TRY IT
Copy every line of the records that includes the word "roads".

EXCERPTED RECORDS

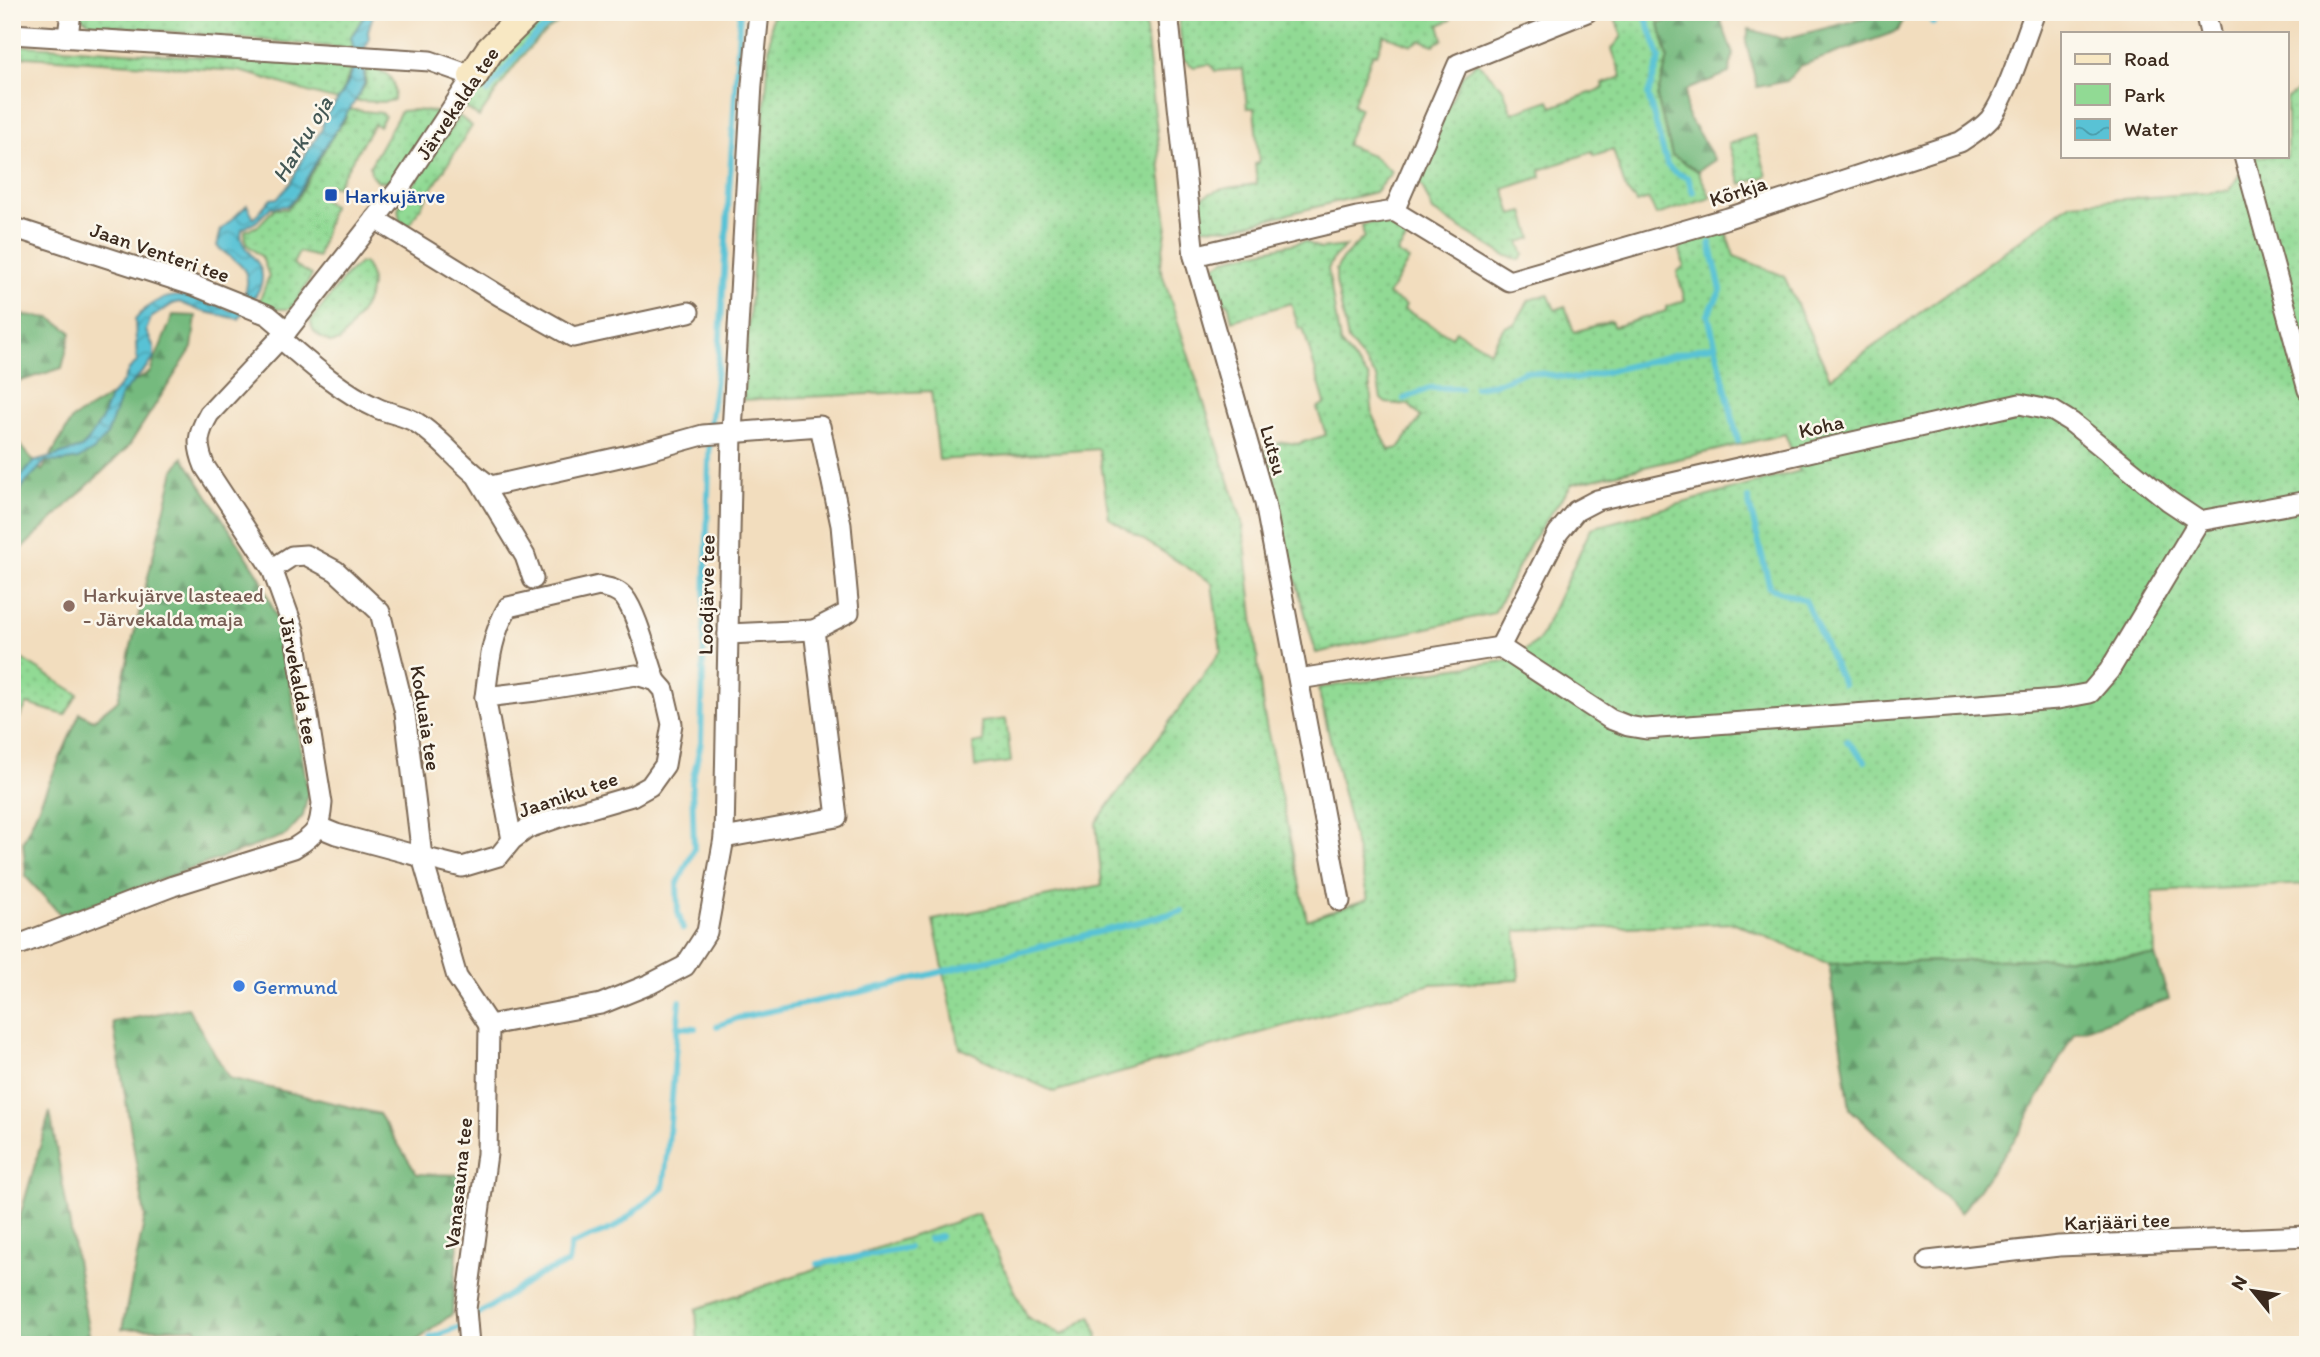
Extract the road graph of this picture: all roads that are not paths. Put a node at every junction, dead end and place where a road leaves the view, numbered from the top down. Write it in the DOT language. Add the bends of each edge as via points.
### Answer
graph roads {
  1 [pos="71,12"];
  2 [pos="528,12"];
  3 [pos="759,12"];
  4 [pos="1168,12"];
  5 [pos="1587,12"];
  6 [pos="2035,12"];
  7 [pos="2205,12"];
  8 [pos="2210,32"];
  9 [pos="12,34"];
  10 [pos="68,36"];
  11 [pos="474,76"];
  12 [pos="2245,158"];
  13 [pos="1394,211"];
  14 [pos="375,219"];
  15 [pos="12,226"];
  16 [pos="1194,256"];
  17 [pos="690,312"];
  18 [pos="284,334"];
  19 [pos="2308,390"];
  20 [pos="728,433"];
  21 [pos="477,478"];
  22 [pos="2308,501"];
  23 [pos="2199,521"];
  24 [pos="272,569"];
  25 [pos="533,579"];
  26 [pos="814,630"];
  27 [pos="728,634"];
  28 [pos="1500,647"];
  29 [pos="1299,679"];
  30 [pos="656,681"];
  31 [pos="485,697"];
  32 [pos="319,827"];
  33 [pos="724,838"];
  34 [pos="512,840"];
  35 [pos="422,857"];
  36 [pos="1340,901"];
  37 [pos="21,944"];
  38 [pos="489,1025"];
  39 [pos="2308,1236"];
  40 [pos="1928,1261"];
  41 [pos="469,1345"];
  1 -- 10 [label="street"];
  2 -- 11 [label="street, Järvekalda tee" via="489,51"];
  3 -- 20 [label="street, Loodjärve tee"];
  4 -- 16 [label="street, Lutsu"];
  5 -- 13 [label="street" via="1458,64"];
  6 -- 13 [label="street, Kõrkja" via="2001,100 1979,130 1960,142 1728,218 1509,281"];
  7 -- 8 [label="street"];
  9 -- 10 [label="street"];
  10 -- 11 [label="street" via="430,61"];
  11 -- 14 [label="street, Järvekalda tee"];
  12 -- 19 [label="street"];
  13 -- 16 [label="street"];
  14 -- 17 [label="street" via="573,337"];
  14 -- 18 [label="street, Järvekalda tee"];
  15 -- 18 [label="street, Jaan Venteri tee" via="198,286 268,315"];
  16 -- 29 [label="street, Lutsu" via="1265,503"];
  18 -- 21 [label="street, Jaan Venteri tee" via="301,356 353,395 417,423"];
  18 -- 24 [label="street, Järvekalda tee" via="209,414 200,430 198,451"];
  20 -- 21 [label="street" via="703,435 491,486"];
  20 -- 26 [label="street" via="820,426 841,525 849,612"];
  20 -- 27 [label="street, Loodjärve tee"];
  21 -- 25 [label="street, Jaan Venteri tee" via="525,556"];
  22 -- 23 [label="street"];
  23 -- 28 [label="street" via="2109,671 2090,692 2058,699 1646,729 1610,719"];
  23 -- 28 [label="street, Koha" via="2071,422 2053,411 2020,404 1597,500 1576,511 1558,533"];
  24 -- 32 [label="street, Järvekalda tee" via="294,630 321,803"];
  24 -- 35 [label="street, Koduaia tee" via="292,556 306,555 336,571 380,612 405,713"];
  26 -- 27 [label="street"];
  26 -- 33 [label="street" via="837,817"];
  27 -- 33 [label="street, Loodjärve tee"];
  28 -- 29 [label="street"];
  29 -- 36 [label="street, Lutsu"];
  30 -- 31 [label="street" via="636,675"];
  30 -- 31 [label="street, Jaaniku tee" via="624,597 599,586 508,607 491,651"];
  30 -- 34 [label="street, Jaaniku tee" via="664,690 672,724 665,765 650,786 632,796 528,828"];
  31 -- 34 [label="street, Jaaniku tee"];
  32 -- 35 [label="street"];
  32 -- 37 [label="street" via="294,848 173,886"];
  33 -- 38 [label="street, Loodjärve tee" via="706,932 685,965 601,1004"];
  34 -- 35 [label="street, Jaaniku tee" via="499,856 463,867"];
  35 -- 38 [label="street" via="457,977"];
  38 -- 41 [label="street, Vanasauna tee" via="487,1154 467,1309"];
  39 -- 40 [label="street, Karjääri tee" via="2059,1246"];
}
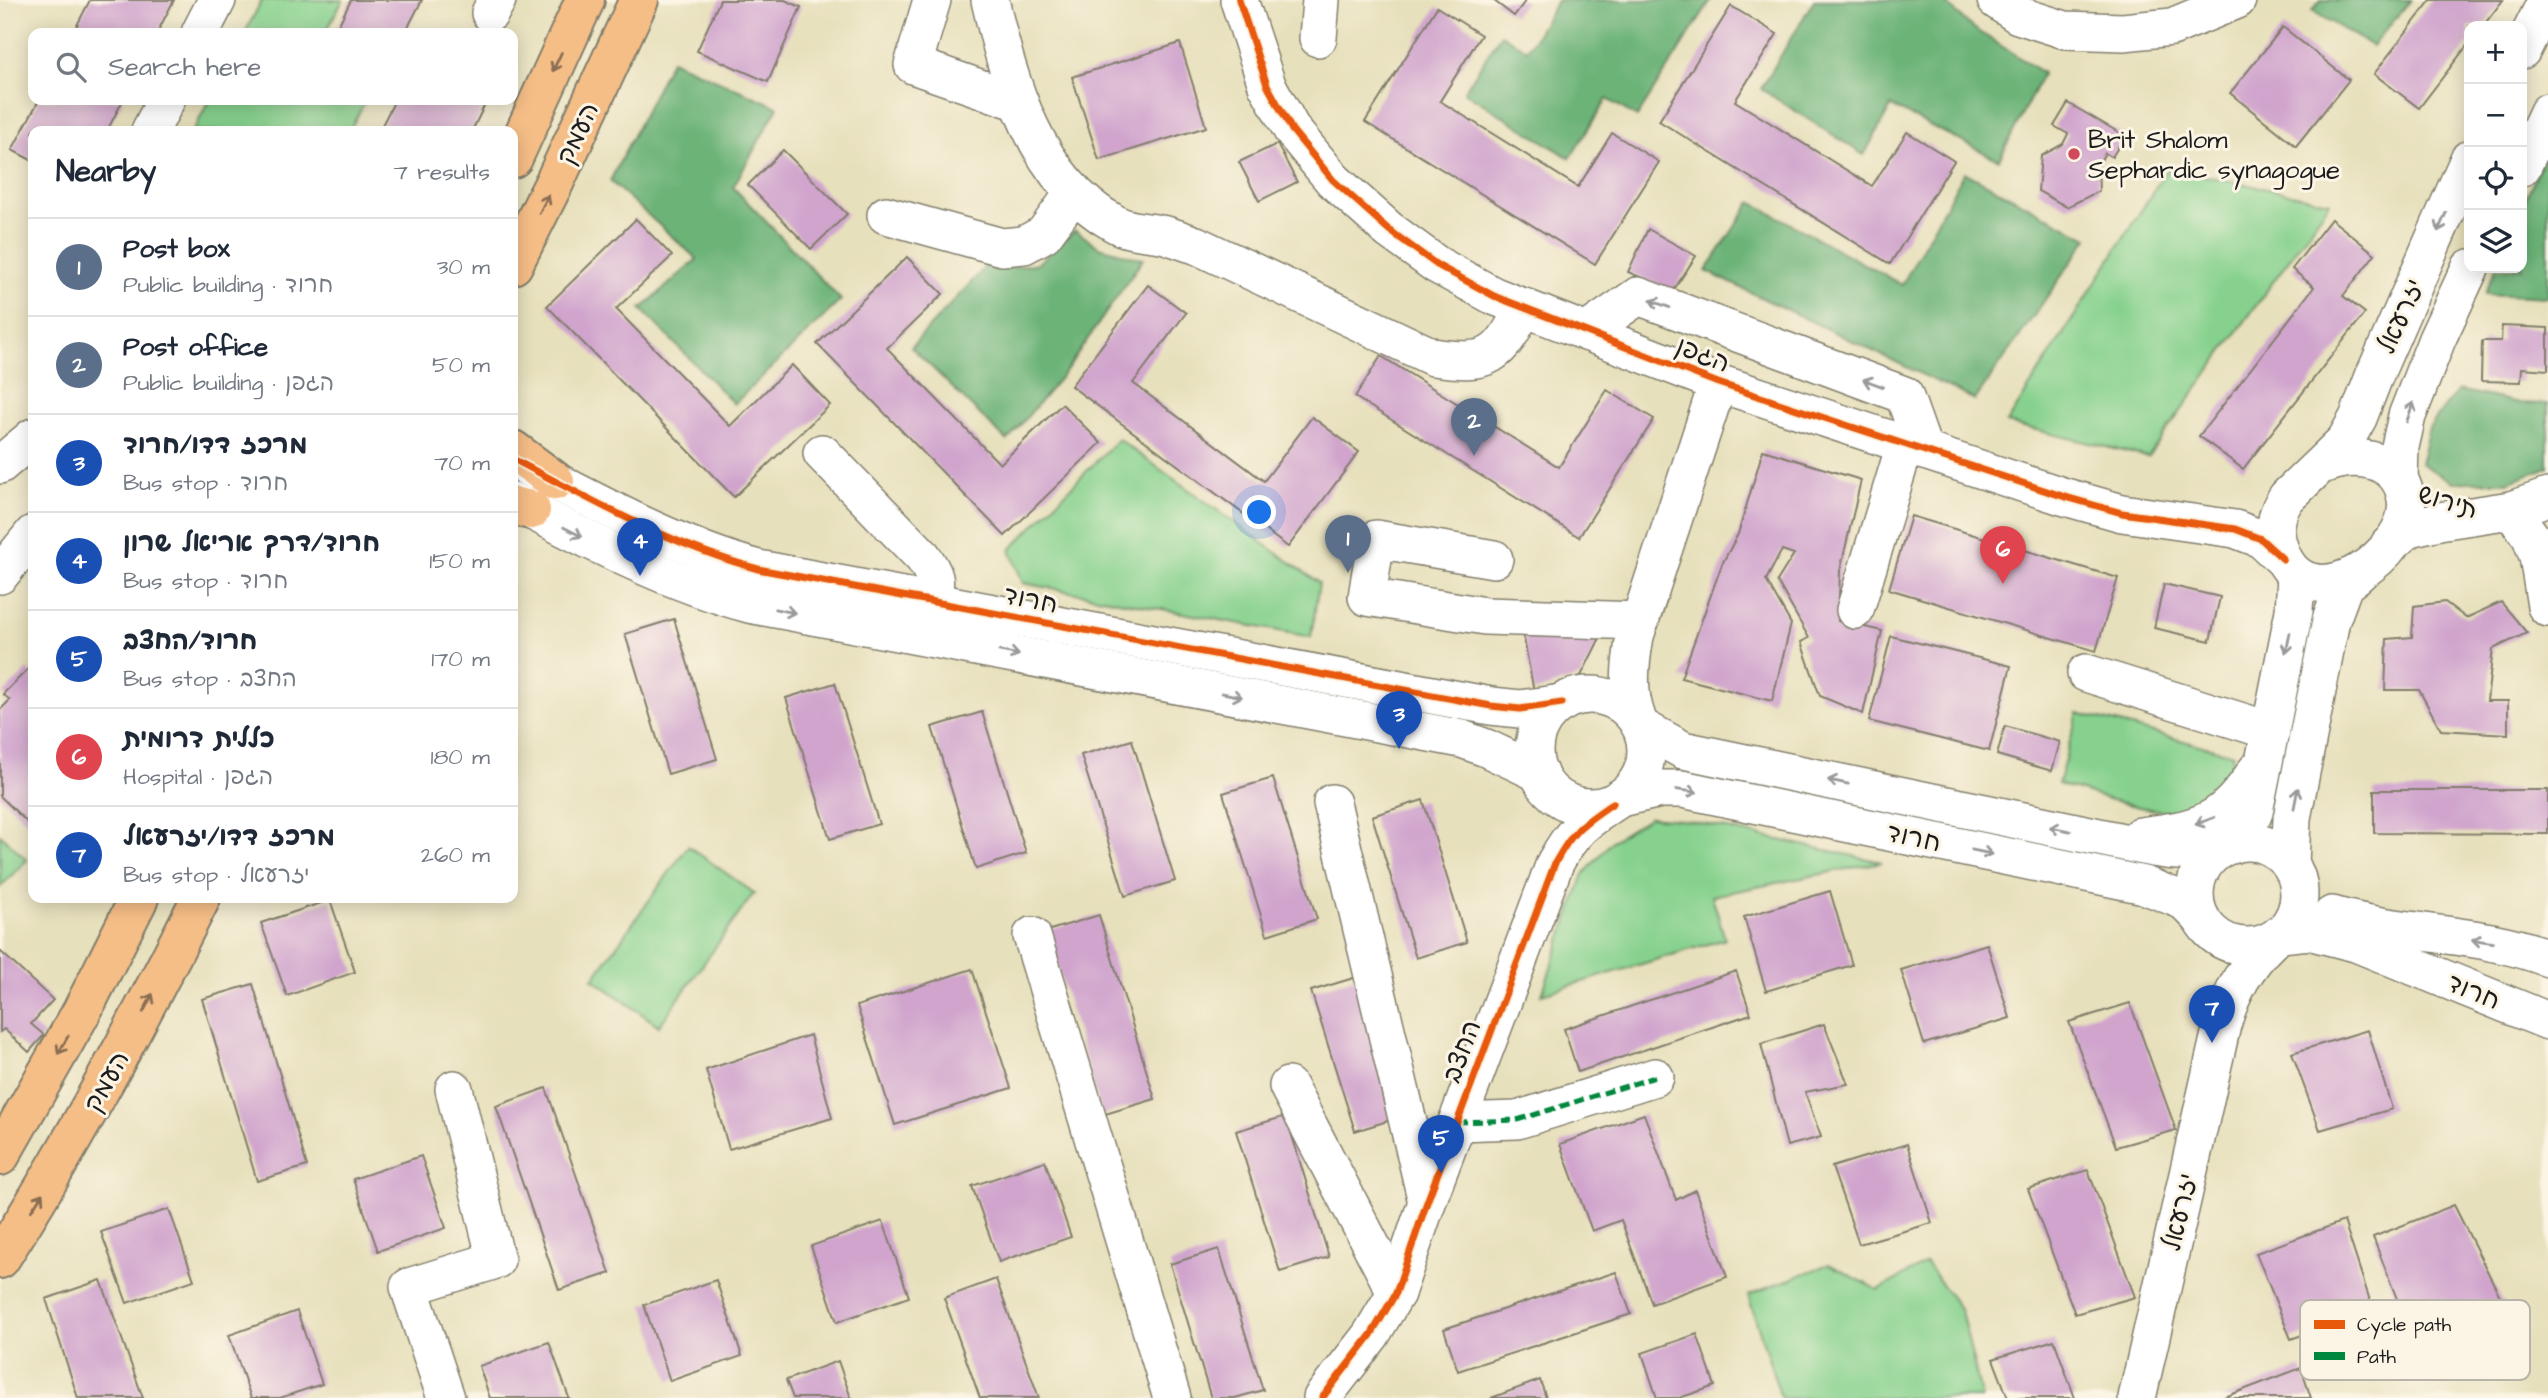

THE ANSWER
Extract the road graph of this picture: all roads that are not paths. Put a node at every junction, dead end and place where a road leaves the view, numbered from the top down. Write it in the DOT language. Add the bends of each edge as via points.
graph roads {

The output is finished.